La Cour suprême a souscrit au dispositif de l’arrêt de la Cour d’appel de la Colombie-Britannique, qui avait infirmé le jugement de première instance, mais elle n’a pas retenu le critère juridique appliqué par la Cour d’appel. Celle-ci avait estimé qu’il fallait examiner la demande d’autorisation globalement, en tenant compte des erreurs entachant l’affidavit, et se demander s’il existait néanmoins suffisamment d’éléments de preuve justifiant d’accorder l’autorisation demandée.

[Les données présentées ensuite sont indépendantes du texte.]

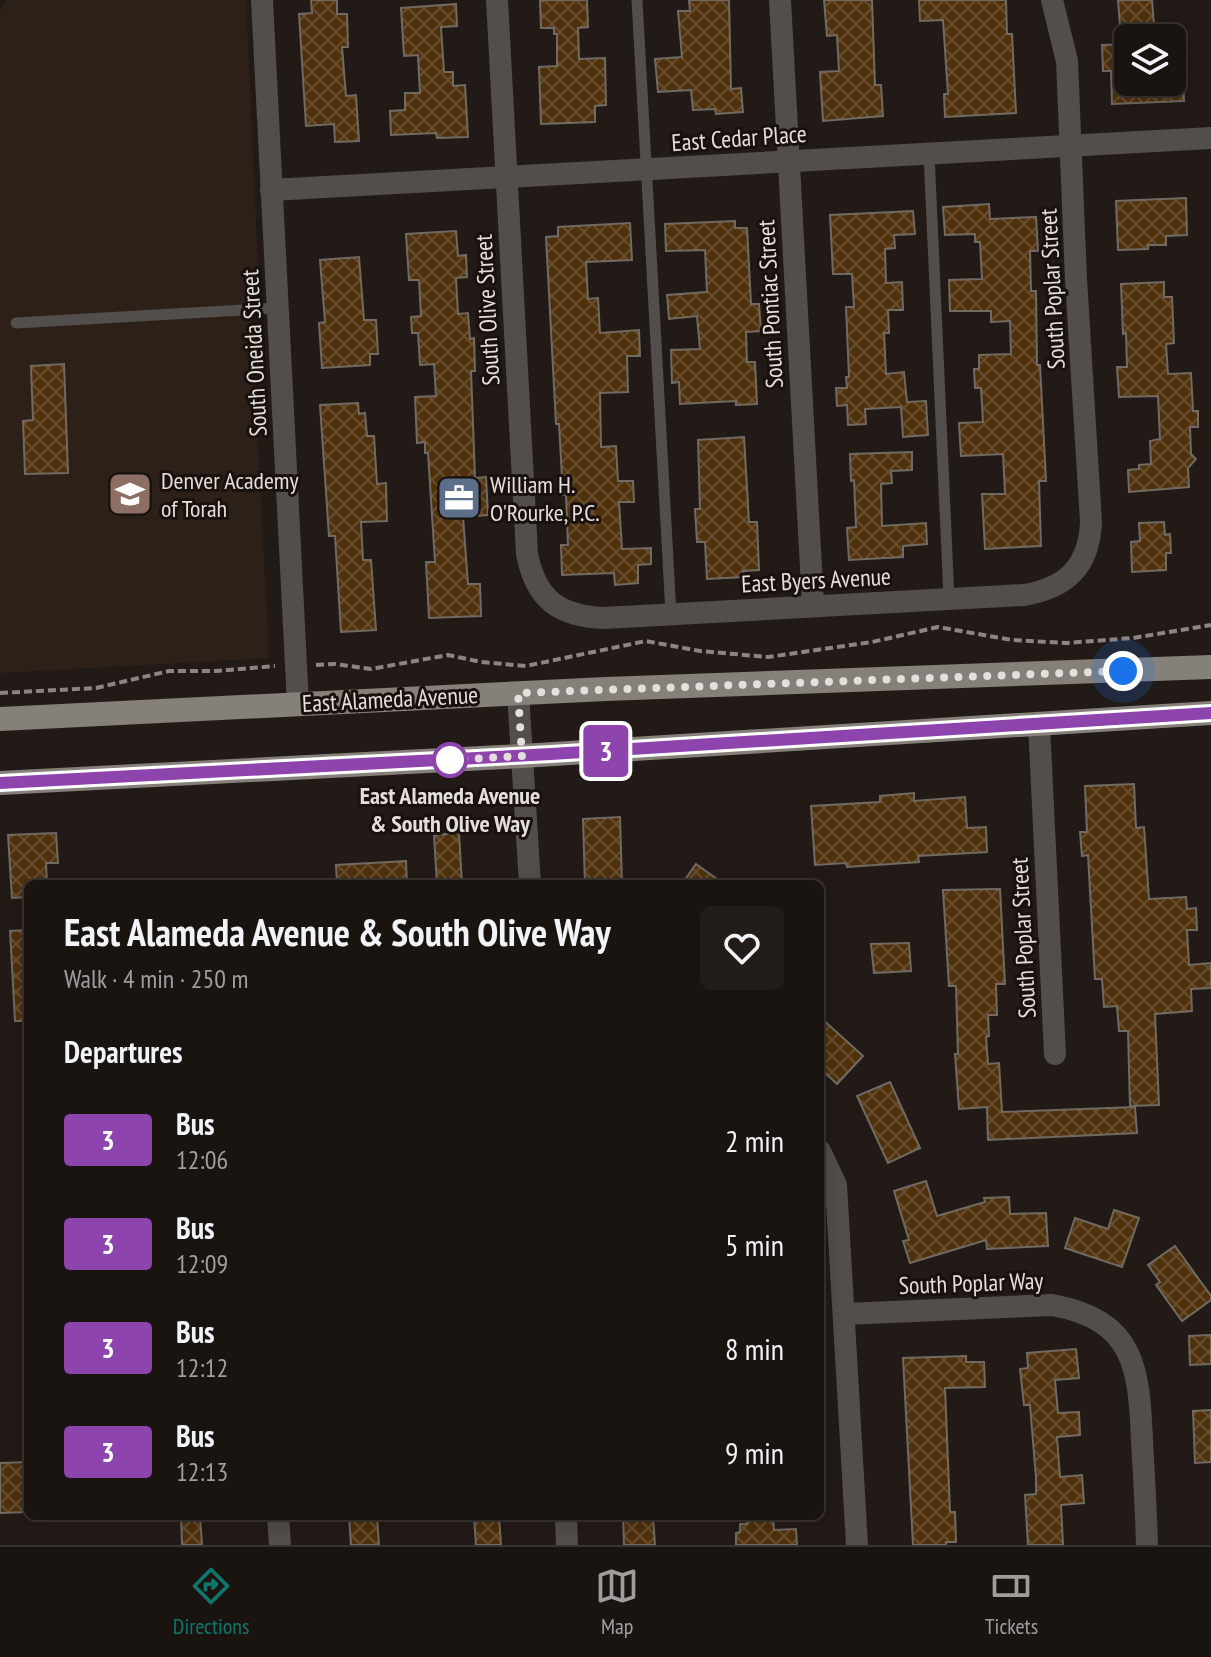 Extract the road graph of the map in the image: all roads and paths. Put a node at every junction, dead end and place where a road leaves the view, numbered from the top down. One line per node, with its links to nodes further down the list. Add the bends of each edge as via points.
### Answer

La Cour suprême a jugé qu’il fallait appliquer un critère plus rigoureux et que la démarche suivie par la Cour d’appel pourrait « amener les tribunaux à autoriser, dans d’autres circonstances, des atteintes injustifiées au droit à la vie privée ». Le juge siégeant en révision doit examiner soigneusement les éléments invoqués au soutien de la demande d’autorisation, en restant conscient que des droits constitutionnels sont en jeu, et se demander s’il existe suffisamment d’éléments de preuve fiables pour justifier l’octroi de l’autorisation.

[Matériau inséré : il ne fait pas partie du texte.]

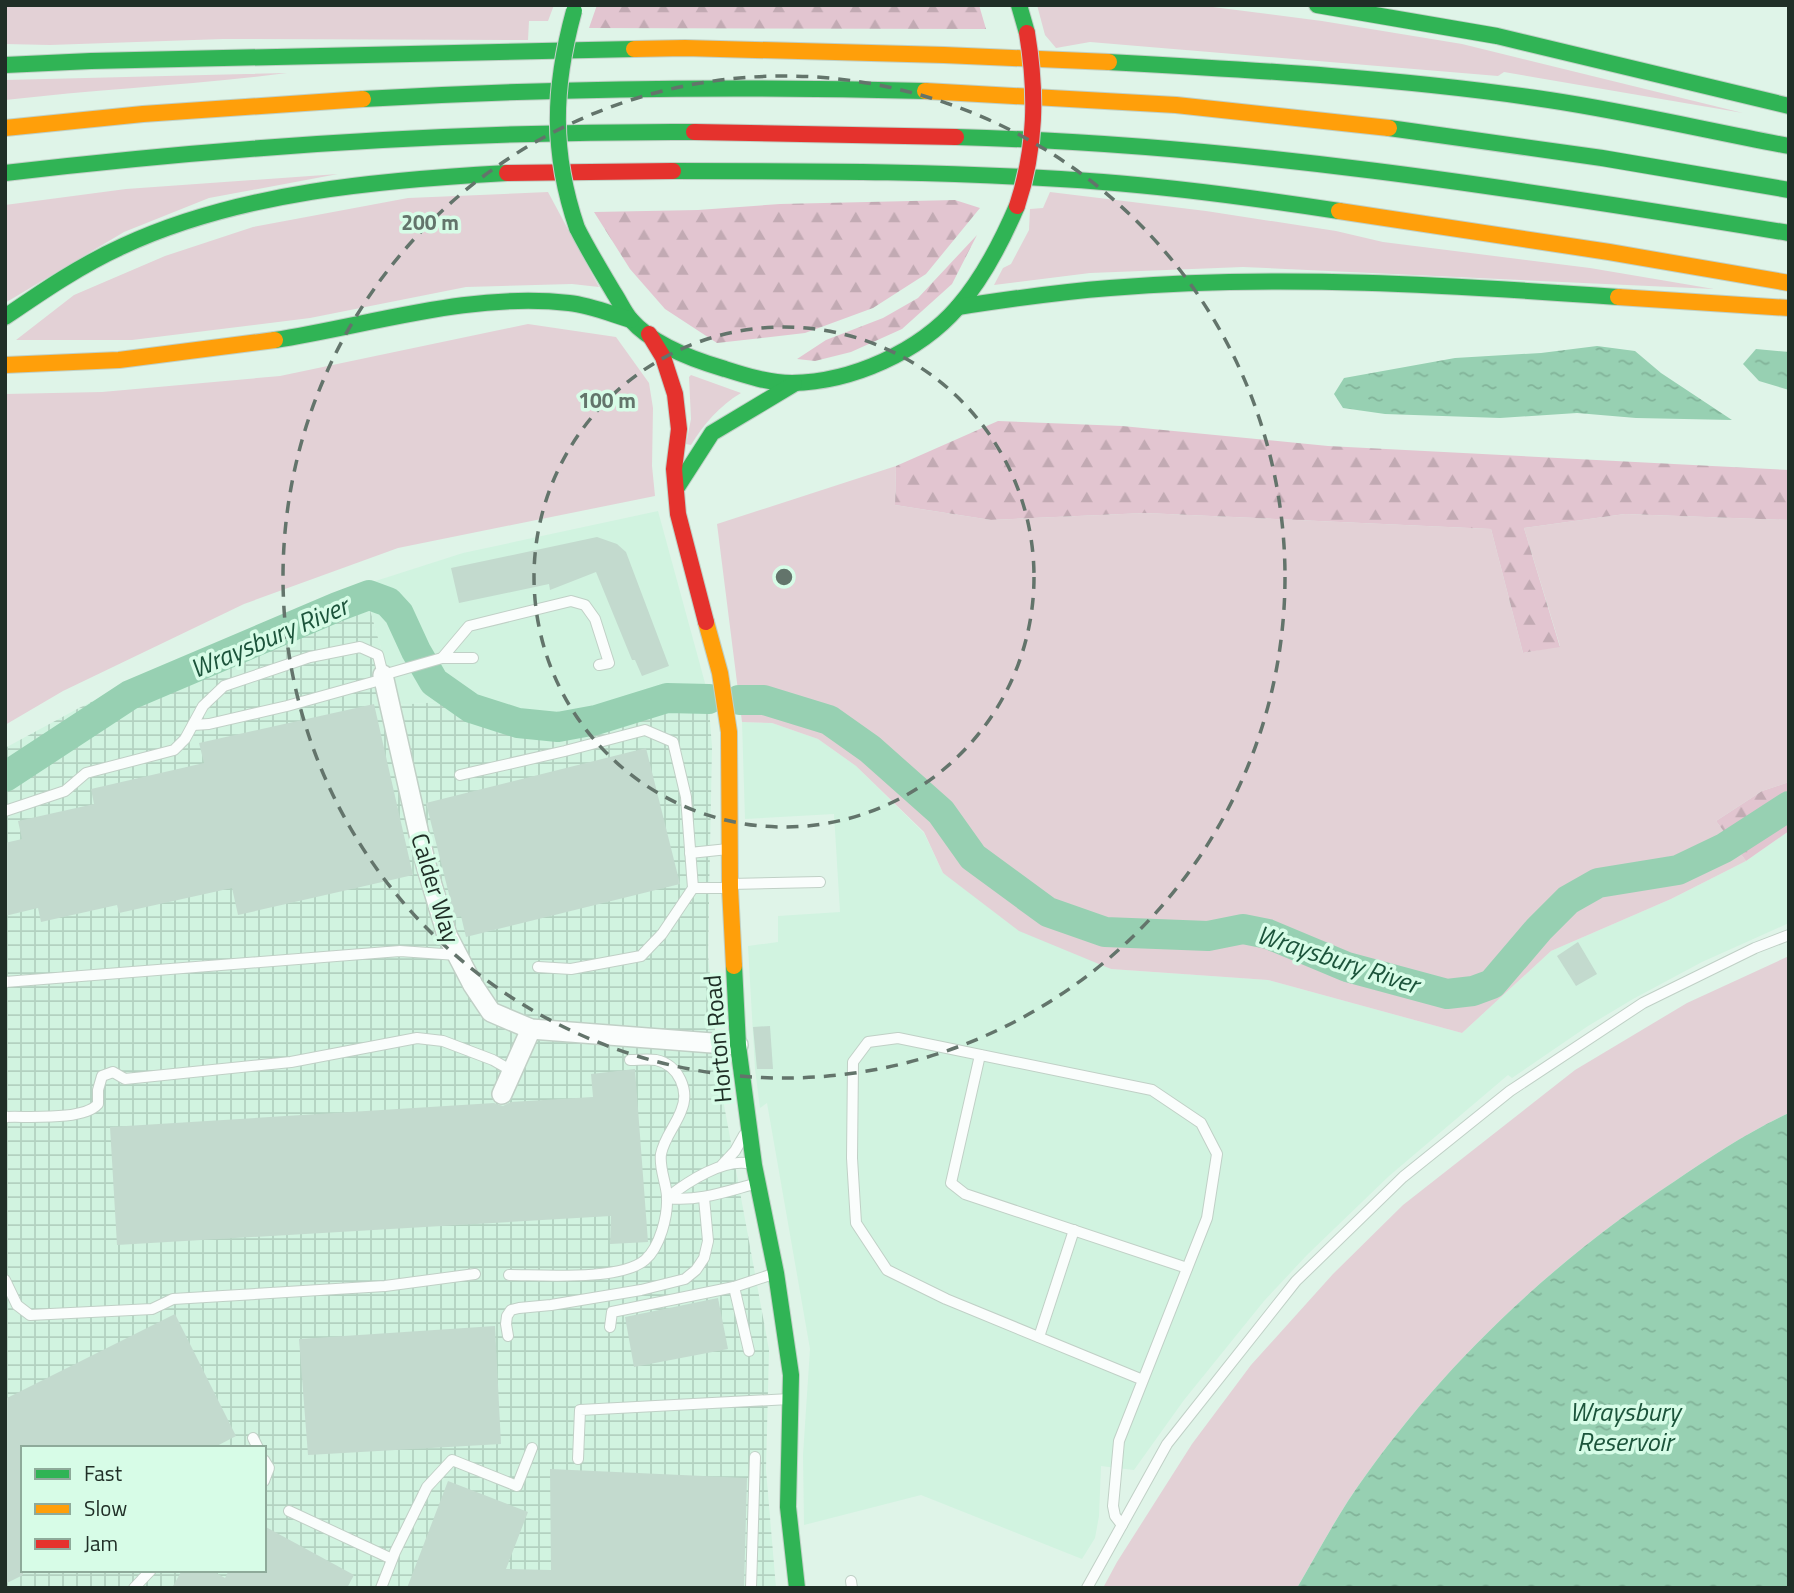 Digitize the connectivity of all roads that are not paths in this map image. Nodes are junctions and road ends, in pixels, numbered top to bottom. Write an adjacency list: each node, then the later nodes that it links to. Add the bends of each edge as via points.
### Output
1 (1018, 5): 12 (main road, bridge, via 1035,85 1028,173 994,254)
2 (1317, 5): 5 (main road, via 1497,36)
3 (575, 8): 15 (main road, bridge, via 561,60 556,127 565,192 577,228)
4 (5, 65): 7 (main road, via 685,48 958,55 1394,82 1549,100)
5 (1789, 106)
6 (5, 128): 9 (main road, via 213,107 492,91 761,88 962,93 1316,120 1567,152)
7 (1789, 146)
8 (5, 173): 10 (main road, via 243,149 507,134 946,137 1048,141 1386,172)
9 (1789, 190)
10 (1789, 233)
11 (1789, 283): 14 (main road, via 1637,255 1238,195 1056,179 825,171 590,170 434,176 235,209 162,229 134,242 61,278)
12 (958, 307): 13 (main road, via 1158,285 1286,283 1420,285); 18 (main road, via 923,337 885,360 846,375)
13 (1789, 307)
14 (5, 317)
15 (631, 320): 16 (main road); 17 (main road, via 571,303 518,302 436,311 171,356)
16 (649, 334): 18 (main road, via 699,361 747,377); 19 (main road, Horton Road, via 676,394)
17 (5, 365)
18 (794, 384): 19 (main road, via 712,433)
19 (676, 489): 27 (main road, Horton Road, via 678,514 720,673 729,732)
20 (473, 658): 21 (lane)
21 (442, 659): 22 (lane, via 469,626 570,601 584,604 595,619 609,663); 23 (lane)
22 (599, 665)
23 (383, 677): 24 (lane, via 287,706); 24 (lane, via 378,655 360,647 310,657 224,686 203,706); 33 (street, Calder Way, via 426,865)
24 (193, 725): 26 (lane, via 174,750 86,773 65,791)
25 (460, 775): 28 (lane, via 645,730 673,742 686,797)
26 (5, 811)
27 (730, 849): 28 (lane); 30 (main road, Horton Road)
28 (690, 853): 31 (lane)
29 (820, 882): 30 (lane)
30 (730, 886): 31 (lane); 37 (main road, Horton Road)
31 (693, 888): 34 (lane, via 641,956 571,969)
32 (1789, 935): 68 (lane, via 1643,1003 1510,1091 1403,1177 1296,1281 1167,1444)
33 (457, 955): 35 (lane, via 400,951); 36 (street, Calder Way, via 491,1012)
34 (538, 967)
35 (5, 982)
36 (531, 1029): 37 (street, Calder Way); 40 (street)
37 (738, 1045): 43 (main road, Horton Road)
38 (980, 1055): 49 (lane, via 951,1182 965,1194); 50 (lane, via 1152,1090 1201,1123 1217,1154 1207,1218); 58 (lane, via 898,1038 868,1042 853,1062 856,1223 887,1270)
39 (630, 1060): 47 (lane, via 664,1063 677,1074 684,1089 684,1105 661,1154)
40 (512, 1071): 41 (street); 42 (lane, via 443,1041 417,1038 291,1062 125,1079 113,1072 102,1076 98,1104 92,1111)
41 (502, 1094)
42 (5, 1116)
43 (748, 1128): 44 (main road, Horton Road); 45 (lane)
44 (754, 1165): 45 (lane, via 739,1162); 46 (main road, Horton Road)
45 (719, 1168): 47 (lane, via 686,1182)
46 (758, 1183): 48 (lane); 51 (main road, Horton Road)
47 (667, 1198): 48 (lane); 53 (lane, via 659,1239 635,1266 602,1274)
48 (704, 1198): 57 (lane, via 708,1241 704,1258 685,1279 519,1308 507,1316)
49 (1074, 1230): 50 (lane); 58 (lane)
50 (1187, 1268): 60 (lane)
51 (776, 1273): 55 (lane); 61 (main road, Horton Road, via 791,1375)
52 (475, 1274): 54 (lane, via 385,1286 173,1299 152,1309 30,1315 17,1305)
53 (509, 1275)
54 (5, 1280)
55 (734, 1287): 56 (lane, via 611,1312); 59 (lane)
56 (610, 1327)
57 (508, 1336)
58 (1039, 1337): 60 (lane)
59 (749, 1351)
60 (1143, 1380): 68 (lane, via 1119,1441 1113,1506)
61 (790, 1399): 66 (lane, via 580,1410); 74 (main road, Horton Road, via 788,1507)
62 (253, 1437): 63 (lane)
63 (257, 1446)
64 (532, 1448): 69 (lane, via 517,1486 452,1460 427,1487)
65 (755, 1457): 73 (lane)
66 (578, 1459)
67 (289, 1511): 69 (lane)
68 (1122, 1525): 75 (lane)
69 (392, 1559): 72 (lane)
70 (149, 1572): 71 (lane)
71 (134, 1588)
72 (380, 1588)
73 (751, 1588)
74 (797, 1588)
75 (1087, 1588)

La Cour a également formulé quelques conseils sur la façon de rédiger les affidavits appuyant les demandes d’autorisation d’écoute électronique, rappelant l’obligation qu’a l’auteur d’une demande d’autorisation ex parte d’exposer de manière complète et sincère les faits substantiels. La Cour a expliqué que les affidavits en question doivent être complets, clairs et concis et que les avocats et les policiers doivent résister à la tentation d’induire le juge en erreur en utilisant certaines formulations stéréotypées ou en omettant stratégiquement certains éléments. Idéalement, il serait bon d’obtenir des affidavits des personnes qu’ont la connaissance la plus directe des faits en cause.